Apple’s AirPower Wireless Charger: What Happened?

Originally published at: https://tidbits.com/2018/09/17/apples-airpower-wireless-charger-what-happened/

The AirPower wireless charging pad that Apple announced last year seems to have proved significantly more difficult to engineer than Apple had anticipated. If and when it ships, it may be quite different from what Apple previously described.

Seems like the easiest path would have been to buy a company that is already making the chargers and rename them “AirPower” (at least as a stop gap).

Yep, but presumably Apple felt that their engineering team was up to the challenge. I suspect that most, if not all, of the Qi chargers can’t charge multiple devices, or can’t charge them at the speeds Apple wants.

The proposal of one iDevice charging another iDevice wirelessly is also intriguing; put your iPad on the charger, put your iPhone on top of the iPad, and your Watch on top of the iPhone.

You can charge the Apple Pencil from an iPad already, but there probably isn’t enough power in any one device to use it as a source for many others.

Apparently the proposal is an expansion of either AirPower or possible wireless charging in general. Charging would be two-way capable, so in an emergency you can use an Watch to give a quick jolt to your iPhone (I really don’t see this actually happening) or your iPhone to your iPad. The idea seems to be a wireless daisy-chain: charger charges iPad, once a certain level of charge is reached the iPad could begin charging another iDevice. Again, once a certain level of charge is reached in iDevice 2, then IT could start passing power on to a 3rd iDevice.
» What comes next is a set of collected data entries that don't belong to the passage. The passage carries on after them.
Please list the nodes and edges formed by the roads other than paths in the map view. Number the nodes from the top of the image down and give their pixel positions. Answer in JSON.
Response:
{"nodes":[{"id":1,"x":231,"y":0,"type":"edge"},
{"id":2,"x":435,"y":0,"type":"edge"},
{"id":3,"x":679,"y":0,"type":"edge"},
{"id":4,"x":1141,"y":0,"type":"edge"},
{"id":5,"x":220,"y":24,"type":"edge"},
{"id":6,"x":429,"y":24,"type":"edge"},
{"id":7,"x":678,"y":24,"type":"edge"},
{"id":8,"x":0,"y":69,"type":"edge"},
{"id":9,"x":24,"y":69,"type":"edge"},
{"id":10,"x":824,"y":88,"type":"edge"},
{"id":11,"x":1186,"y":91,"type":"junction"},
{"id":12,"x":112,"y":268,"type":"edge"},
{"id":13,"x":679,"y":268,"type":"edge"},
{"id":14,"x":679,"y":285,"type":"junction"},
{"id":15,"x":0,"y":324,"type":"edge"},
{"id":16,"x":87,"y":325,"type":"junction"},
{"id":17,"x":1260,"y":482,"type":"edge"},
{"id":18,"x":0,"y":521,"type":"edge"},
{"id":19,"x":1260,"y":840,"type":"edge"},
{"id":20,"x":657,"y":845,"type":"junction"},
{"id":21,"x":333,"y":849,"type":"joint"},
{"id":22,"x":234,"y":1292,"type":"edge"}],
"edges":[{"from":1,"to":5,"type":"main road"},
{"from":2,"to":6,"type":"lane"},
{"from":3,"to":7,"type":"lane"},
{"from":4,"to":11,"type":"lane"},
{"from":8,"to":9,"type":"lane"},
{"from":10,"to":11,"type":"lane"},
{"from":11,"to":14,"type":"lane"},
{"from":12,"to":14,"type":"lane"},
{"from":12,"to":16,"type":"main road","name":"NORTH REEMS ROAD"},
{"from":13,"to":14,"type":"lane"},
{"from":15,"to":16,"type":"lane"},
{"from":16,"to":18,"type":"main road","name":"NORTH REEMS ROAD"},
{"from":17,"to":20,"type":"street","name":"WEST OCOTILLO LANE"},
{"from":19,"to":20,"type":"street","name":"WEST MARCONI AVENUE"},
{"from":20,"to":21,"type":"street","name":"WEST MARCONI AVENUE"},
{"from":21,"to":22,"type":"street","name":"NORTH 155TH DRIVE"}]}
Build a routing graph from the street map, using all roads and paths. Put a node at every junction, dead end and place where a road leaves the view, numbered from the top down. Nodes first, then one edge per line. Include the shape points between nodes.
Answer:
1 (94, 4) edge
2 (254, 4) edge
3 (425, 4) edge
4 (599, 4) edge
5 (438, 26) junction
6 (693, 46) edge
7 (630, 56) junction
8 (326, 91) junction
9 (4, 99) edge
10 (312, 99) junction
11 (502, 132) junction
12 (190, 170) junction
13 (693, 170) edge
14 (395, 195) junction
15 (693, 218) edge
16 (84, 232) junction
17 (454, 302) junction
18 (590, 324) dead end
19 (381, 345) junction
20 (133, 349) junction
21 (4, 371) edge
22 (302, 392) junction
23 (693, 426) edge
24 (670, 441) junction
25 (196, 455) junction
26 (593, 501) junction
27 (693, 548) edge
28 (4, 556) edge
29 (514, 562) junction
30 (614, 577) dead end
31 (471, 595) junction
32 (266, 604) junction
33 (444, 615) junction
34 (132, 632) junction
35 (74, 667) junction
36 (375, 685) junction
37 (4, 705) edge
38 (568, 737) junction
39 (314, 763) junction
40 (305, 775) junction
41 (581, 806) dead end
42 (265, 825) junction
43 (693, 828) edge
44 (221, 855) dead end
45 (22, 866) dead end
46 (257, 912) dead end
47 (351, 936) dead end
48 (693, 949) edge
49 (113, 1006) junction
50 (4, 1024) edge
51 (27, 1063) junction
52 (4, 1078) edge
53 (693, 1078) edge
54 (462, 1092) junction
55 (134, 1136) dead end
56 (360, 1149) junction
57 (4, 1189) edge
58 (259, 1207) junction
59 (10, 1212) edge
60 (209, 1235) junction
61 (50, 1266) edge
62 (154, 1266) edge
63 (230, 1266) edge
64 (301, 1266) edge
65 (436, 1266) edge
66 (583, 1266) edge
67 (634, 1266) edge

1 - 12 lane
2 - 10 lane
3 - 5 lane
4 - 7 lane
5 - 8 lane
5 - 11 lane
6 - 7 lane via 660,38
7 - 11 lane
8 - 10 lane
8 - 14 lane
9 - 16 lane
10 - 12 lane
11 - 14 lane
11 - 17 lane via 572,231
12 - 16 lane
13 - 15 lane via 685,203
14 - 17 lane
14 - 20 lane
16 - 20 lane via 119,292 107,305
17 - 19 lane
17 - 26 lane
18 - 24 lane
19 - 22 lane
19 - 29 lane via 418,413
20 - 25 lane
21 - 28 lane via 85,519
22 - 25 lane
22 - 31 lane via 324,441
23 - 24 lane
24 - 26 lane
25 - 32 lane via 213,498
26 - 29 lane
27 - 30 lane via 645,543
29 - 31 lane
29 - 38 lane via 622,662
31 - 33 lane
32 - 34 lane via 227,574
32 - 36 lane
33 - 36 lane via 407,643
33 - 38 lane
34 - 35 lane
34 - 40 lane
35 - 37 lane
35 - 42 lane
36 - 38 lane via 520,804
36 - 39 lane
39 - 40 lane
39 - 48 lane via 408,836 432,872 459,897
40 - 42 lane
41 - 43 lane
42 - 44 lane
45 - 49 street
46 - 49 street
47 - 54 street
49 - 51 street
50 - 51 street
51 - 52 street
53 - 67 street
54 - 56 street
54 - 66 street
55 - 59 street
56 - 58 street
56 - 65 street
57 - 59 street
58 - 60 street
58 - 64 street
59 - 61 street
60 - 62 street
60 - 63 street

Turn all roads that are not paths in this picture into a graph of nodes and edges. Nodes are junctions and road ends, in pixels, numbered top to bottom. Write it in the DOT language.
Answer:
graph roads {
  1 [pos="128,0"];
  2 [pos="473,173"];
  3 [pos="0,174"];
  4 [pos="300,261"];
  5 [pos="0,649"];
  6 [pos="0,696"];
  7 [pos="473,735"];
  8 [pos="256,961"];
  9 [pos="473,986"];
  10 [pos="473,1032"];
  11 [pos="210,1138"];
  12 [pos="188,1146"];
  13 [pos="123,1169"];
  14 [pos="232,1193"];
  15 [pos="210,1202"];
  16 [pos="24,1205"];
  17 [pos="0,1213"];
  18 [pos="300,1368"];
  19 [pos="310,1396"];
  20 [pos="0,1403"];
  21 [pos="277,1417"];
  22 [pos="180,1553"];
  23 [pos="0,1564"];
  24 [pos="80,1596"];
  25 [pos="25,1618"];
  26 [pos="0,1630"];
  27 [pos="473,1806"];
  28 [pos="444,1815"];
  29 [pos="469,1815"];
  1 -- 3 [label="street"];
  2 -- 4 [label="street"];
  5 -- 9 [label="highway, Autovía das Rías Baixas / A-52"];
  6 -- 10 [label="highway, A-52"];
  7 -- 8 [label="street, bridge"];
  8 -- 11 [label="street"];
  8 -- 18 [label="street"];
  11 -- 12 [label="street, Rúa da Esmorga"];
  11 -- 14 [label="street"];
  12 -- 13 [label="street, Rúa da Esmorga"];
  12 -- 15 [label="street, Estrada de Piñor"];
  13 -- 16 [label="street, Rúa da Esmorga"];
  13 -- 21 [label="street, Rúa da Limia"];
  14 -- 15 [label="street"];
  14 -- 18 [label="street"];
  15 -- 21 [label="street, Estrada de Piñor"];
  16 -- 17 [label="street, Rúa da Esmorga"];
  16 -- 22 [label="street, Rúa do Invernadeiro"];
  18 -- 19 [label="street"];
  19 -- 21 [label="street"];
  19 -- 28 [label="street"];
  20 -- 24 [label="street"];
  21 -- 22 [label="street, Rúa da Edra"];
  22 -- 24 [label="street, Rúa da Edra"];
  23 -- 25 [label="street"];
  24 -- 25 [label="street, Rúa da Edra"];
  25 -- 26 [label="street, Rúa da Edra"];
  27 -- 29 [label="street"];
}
But, right now it is just a proposal.

It isn’t just charging multiple devices at the same time but allowing you to put your device anywhere on the pad, as opposed to a specific point. I’m no engineer but I’ve read about the challenges of this approach, much more difficult than the chargers that are out there.

As nice as it might sound, I wonder if the cost will be worth it to almost anyone.

Apple needs to stop preannouncing products that are this far from production.